%%

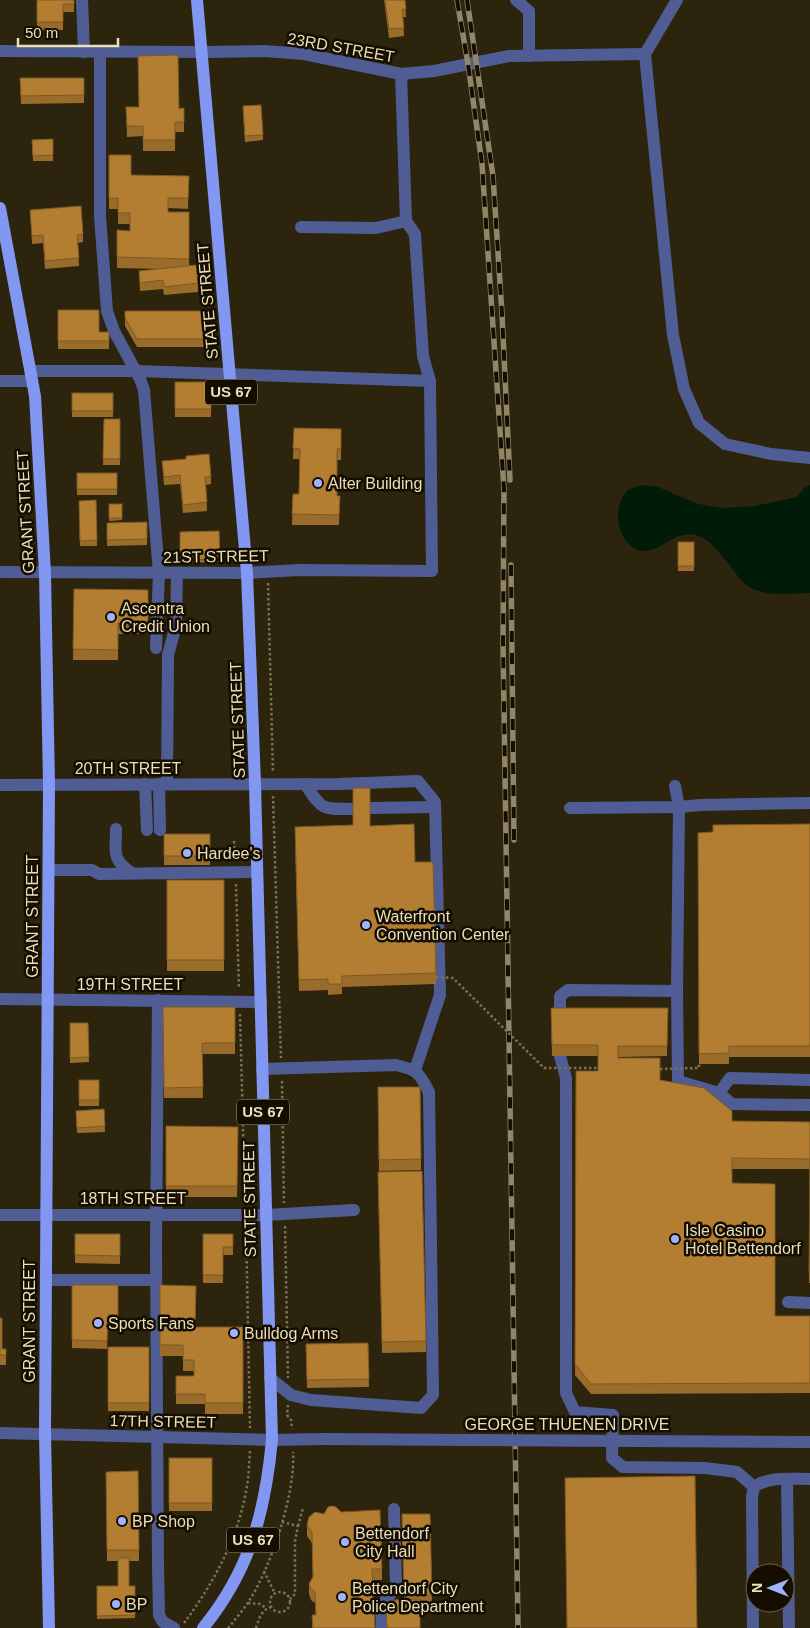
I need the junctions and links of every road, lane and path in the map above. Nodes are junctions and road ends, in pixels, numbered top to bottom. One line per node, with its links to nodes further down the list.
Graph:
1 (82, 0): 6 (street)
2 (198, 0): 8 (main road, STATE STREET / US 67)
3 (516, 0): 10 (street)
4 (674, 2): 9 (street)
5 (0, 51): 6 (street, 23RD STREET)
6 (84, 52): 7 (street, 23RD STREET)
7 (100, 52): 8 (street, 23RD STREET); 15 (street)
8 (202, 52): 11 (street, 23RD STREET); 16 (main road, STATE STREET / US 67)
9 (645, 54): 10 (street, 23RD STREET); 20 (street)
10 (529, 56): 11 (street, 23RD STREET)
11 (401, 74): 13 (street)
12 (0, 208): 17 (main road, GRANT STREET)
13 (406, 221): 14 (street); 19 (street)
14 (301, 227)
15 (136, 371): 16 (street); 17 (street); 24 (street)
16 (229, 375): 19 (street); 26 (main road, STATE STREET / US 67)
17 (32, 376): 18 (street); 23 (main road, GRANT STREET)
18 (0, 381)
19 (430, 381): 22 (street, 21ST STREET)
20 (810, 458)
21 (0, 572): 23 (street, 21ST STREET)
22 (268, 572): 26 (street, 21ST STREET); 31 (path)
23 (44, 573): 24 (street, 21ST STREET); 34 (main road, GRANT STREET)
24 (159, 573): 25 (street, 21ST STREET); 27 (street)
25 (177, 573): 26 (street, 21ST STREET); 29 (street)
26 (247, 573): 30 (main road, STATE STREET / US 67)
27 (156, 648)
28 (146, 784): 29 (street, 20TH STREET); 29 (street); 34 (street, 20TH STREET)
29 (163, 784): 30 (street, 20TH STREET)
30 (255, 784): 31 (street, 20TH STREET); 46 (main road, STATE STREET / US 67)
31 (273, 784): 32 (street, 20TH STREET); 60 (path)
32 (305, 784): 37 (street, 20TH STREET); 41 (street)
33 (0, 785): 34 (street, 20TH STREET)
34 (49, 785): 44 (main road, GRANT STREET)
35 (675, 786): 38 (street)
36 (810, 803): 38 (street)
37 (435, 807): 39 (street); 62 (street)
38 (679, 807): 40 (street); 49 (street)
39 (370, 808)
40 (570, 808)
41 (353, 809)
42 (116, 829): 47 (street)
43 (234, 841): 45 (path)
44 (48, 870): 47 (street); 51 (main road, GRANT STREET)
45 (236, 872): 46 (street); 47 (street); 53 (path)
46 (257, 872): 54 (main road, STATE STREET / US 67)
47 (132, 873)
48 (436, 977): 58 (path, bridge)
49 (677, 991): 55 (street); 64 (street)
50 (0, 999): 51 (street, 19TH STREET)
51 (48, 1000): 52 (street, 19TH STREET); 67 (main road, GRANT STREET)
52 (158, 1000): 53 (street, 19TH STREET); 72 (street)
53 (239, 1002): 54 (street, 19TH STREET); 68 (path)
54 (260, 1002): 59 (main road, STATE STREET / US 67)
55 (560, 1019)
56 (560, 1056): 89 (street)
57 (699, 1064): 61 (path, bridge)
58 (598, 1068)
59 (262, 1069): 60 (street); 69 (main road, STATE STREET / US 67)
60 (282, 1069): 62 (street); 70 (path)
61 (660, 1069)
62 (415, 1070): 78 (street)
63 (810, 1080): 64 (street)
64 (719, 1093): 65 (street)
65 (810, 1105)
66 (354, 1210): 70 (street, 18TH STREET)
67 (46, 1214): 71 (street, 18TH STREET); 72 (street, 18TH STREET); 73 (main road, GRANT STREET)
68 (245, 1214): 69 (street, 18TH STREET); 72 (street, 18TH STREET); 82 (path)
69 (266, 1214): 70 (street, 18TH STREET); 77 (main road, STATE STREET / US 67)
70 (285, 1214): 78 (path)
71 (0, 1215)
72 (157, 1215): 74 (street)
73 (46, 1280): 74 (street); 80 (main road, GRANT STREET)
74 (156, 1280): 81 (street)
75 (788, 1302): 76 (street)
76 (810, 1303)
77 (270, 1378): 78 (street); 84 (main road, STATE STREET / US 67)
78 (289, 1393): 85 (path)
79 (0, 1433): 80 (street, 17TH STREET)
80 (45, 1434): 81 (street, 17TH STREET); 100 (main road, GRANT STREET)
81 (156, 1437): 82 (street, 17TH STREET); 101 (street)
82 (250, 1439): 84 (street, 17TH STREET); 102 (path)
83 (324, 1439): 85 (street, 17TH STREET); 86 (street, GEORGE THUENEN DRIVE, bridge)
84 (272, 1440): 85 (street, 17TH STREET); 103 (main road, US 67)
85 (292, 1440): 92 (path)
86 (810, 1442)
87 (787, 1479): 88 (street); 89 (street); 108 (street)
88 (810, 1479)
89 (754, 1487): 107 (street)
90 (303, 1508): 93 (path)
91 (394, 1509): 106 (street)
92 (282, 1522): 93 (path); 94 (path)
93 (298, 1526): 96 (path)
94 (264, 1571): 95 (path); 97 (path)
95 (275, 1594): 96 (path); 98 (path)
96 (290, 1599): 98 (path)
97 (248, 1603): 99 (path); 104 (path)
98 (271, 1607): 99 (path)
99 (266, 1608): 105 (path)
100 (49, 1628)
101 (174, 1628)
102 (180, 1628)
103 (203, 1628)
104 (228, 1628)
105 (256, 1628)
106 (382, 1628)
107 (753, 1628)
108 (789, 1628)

%%
%%

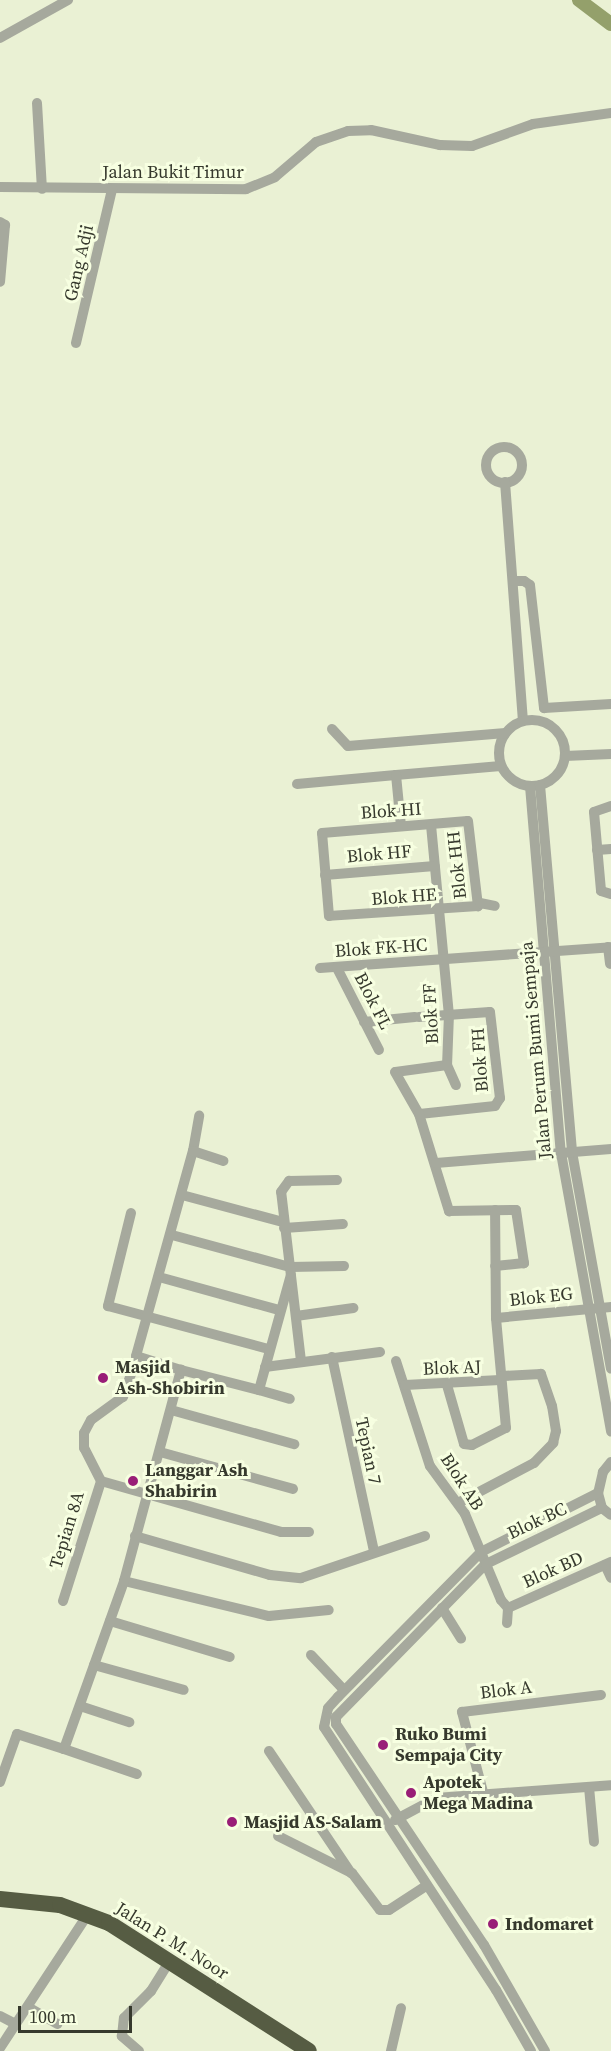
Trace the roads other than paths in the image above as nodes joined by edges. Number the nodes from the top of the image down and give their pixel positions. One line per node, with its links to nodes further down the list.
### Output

%%
%%

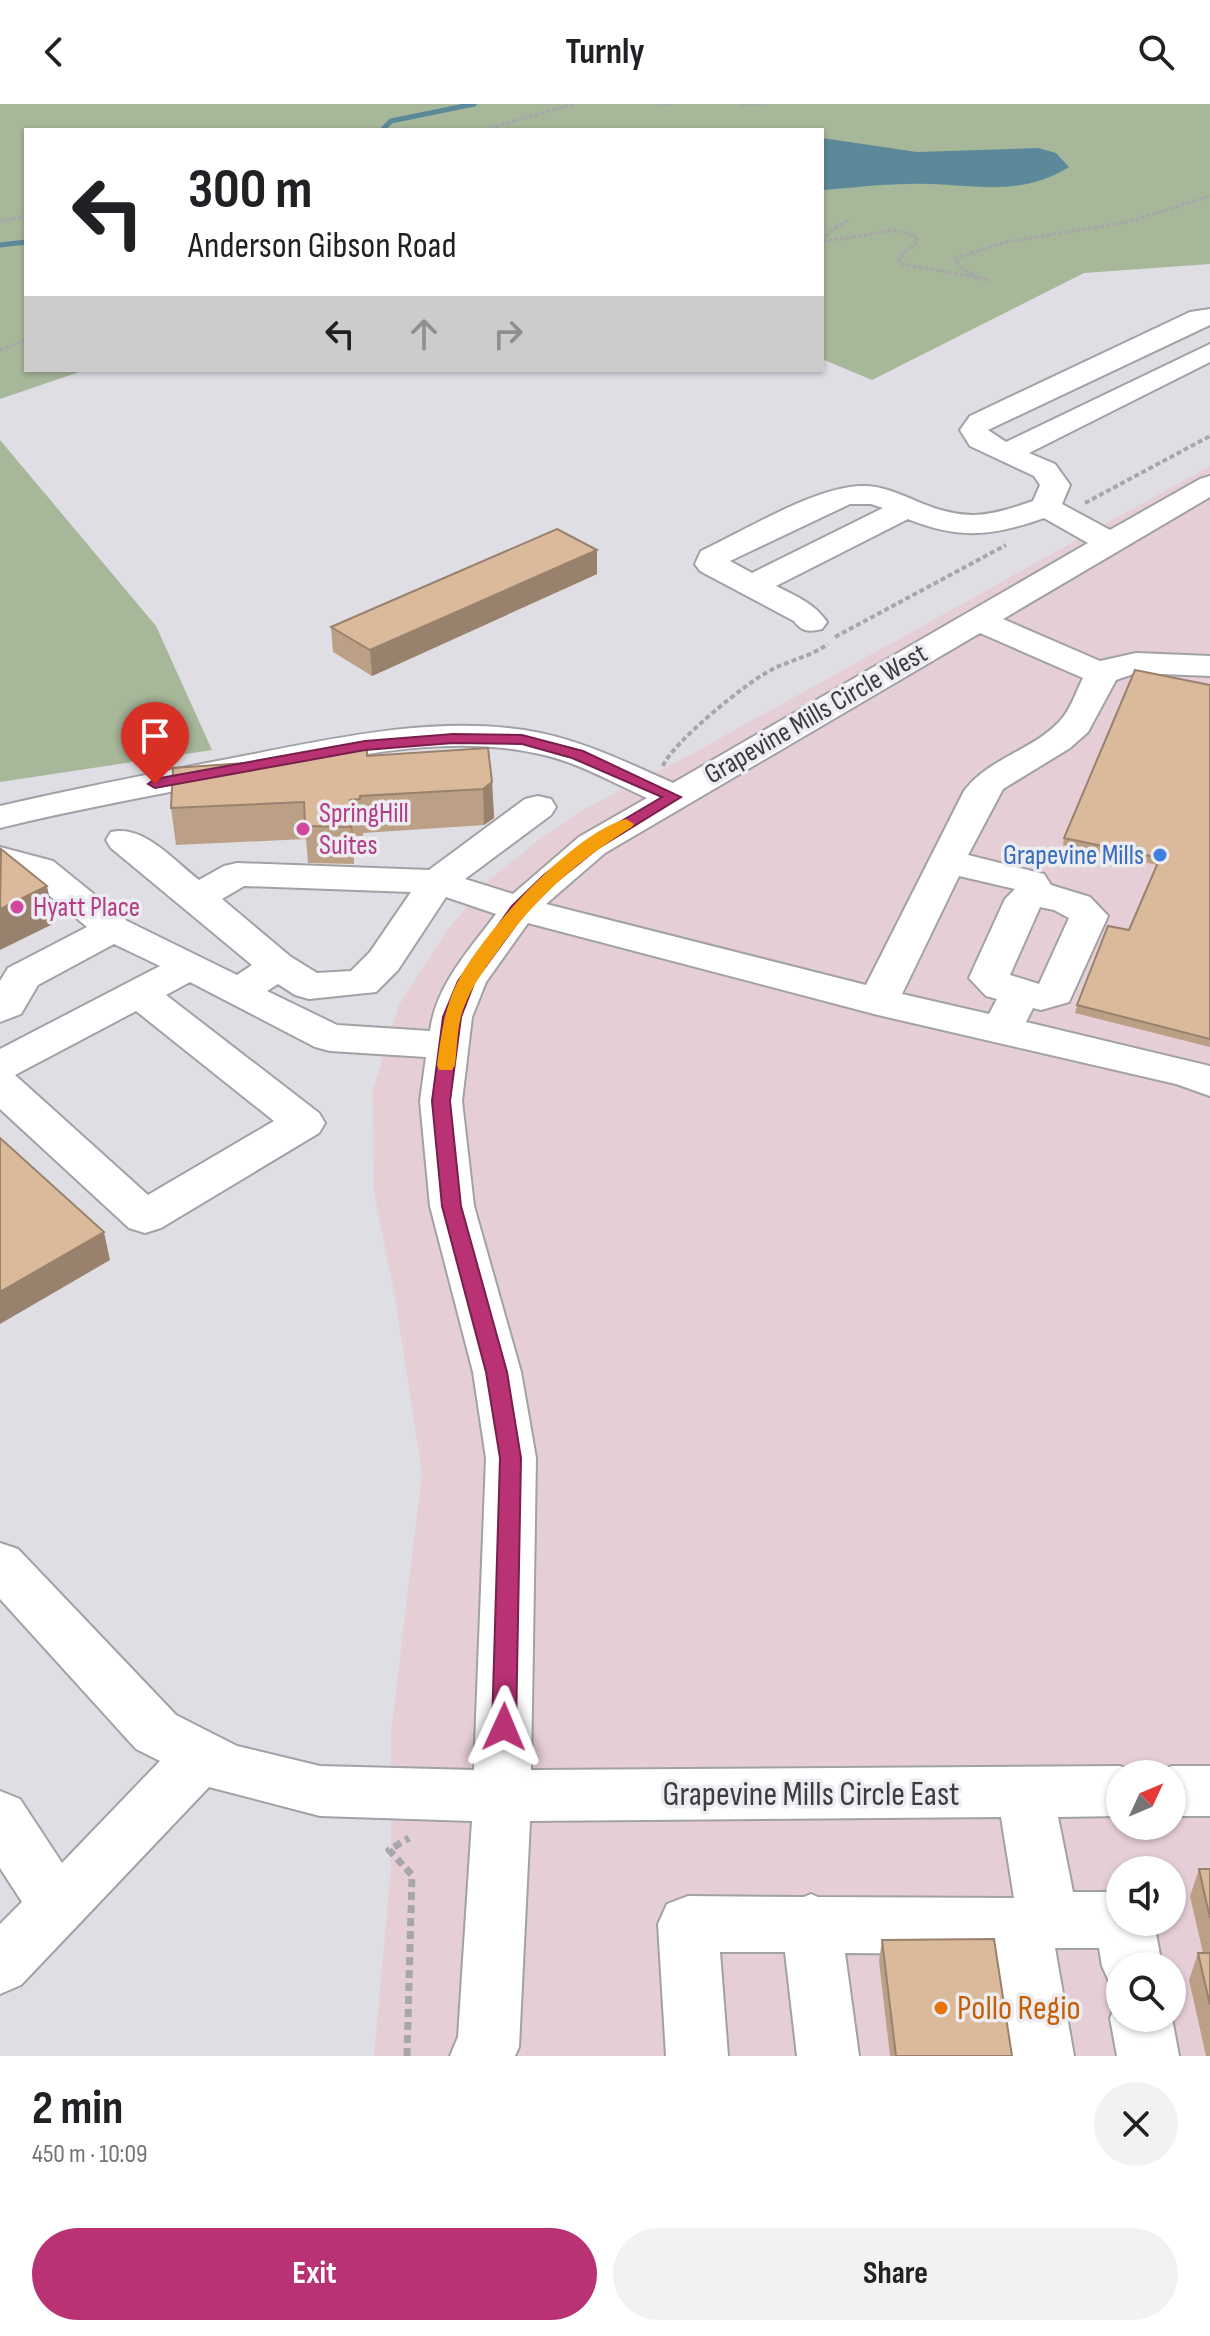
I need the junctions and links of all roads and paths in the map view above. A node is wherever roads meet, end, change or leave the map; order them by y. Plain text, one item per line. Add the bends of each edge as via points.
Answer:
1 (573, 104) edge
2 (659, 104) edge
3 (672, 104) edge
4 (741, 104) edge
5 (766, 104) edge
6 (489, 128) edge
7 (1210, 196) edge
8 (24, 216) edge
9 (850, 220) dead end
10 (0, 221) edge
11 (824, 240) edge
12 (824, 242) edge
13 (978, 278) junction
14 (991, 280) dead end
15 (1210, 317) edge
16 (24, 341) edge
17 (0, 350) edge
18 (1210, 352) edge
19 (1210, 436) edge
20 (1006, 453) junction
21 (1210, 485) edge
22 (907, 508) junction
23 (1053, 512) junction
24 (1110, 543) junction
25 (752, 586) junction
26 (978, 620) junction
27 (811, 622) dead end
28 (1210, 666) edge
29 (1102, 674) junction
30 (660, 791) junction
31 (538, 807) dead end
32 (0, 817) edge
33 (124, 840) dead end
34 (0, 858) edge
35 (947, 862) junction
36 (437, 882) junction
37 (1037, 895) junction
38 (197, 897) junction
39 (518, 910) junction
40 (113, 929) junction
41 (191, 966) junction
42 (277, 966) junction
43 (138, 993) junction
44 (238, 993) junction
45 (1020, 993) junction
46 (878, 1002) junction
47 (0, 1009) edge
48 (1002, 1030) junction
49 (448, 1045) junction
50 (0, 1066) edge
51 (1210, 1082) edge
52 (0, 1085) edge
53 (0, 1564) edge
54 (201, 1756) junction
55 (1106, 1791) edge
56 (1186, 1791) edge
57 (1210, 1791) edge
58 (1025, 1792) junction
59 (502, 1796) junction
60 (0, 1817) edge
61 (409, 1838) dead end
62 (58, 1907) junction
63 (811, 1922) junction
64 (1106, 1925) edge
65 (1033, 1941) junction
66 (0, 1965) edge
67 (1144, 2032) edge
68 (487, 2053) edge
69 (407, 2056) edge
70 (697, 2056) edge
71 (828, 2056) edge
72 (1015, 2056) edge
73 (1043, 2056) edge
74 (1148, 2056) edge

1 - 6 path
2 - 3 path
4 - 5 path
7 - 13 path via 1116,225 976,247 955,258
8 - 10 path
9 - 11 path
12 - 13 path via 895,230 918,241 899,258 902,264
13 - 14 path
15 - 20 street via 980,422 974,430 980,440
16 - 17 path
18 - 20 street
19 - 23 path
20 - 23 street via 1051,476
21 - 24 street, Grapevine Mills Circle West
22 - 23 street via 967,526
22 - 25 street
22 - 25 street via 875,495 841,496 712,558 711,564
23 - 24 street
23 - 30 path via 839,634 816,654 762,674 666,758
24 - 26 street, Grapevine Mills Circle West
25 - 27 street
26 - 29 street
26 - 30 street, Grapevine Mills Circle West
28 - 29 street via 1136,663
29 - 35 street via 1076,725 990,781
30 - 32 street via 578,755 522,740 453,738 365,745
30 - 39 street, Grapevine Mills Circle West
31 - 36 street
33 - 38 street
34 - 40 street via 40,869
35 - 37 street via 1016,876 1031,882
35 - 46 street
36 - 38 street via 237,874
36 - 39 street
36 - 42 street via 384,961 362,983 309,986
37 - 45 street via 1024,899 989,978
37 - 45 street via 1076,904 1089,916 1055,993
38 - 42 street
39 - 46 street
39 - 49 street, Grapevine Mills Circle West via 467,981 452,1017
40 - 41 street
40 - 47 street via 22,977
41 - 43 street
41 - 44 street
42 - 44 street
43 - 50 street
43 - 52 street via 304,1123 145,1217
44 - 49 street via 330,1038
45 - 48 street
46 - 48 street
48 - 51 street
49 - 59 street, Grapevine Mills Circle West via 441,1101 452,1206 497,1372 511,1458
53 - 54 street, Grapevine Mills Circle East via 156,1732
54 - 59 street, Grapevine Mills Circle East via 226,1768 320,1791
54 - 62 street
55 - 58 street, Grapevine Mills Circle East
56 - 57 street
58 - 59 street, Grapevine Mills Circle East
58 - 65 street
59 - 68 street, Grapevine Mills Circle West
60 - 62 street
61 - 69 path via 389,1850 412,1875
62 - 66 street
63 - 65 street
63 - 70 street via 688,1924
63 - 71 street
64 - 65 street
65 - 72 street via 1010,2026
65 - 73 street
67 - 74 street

%%

[Aim of the task]
Nothing but a number should be given: how many lines in the listing hold the word "nodes".

[Finished task]
2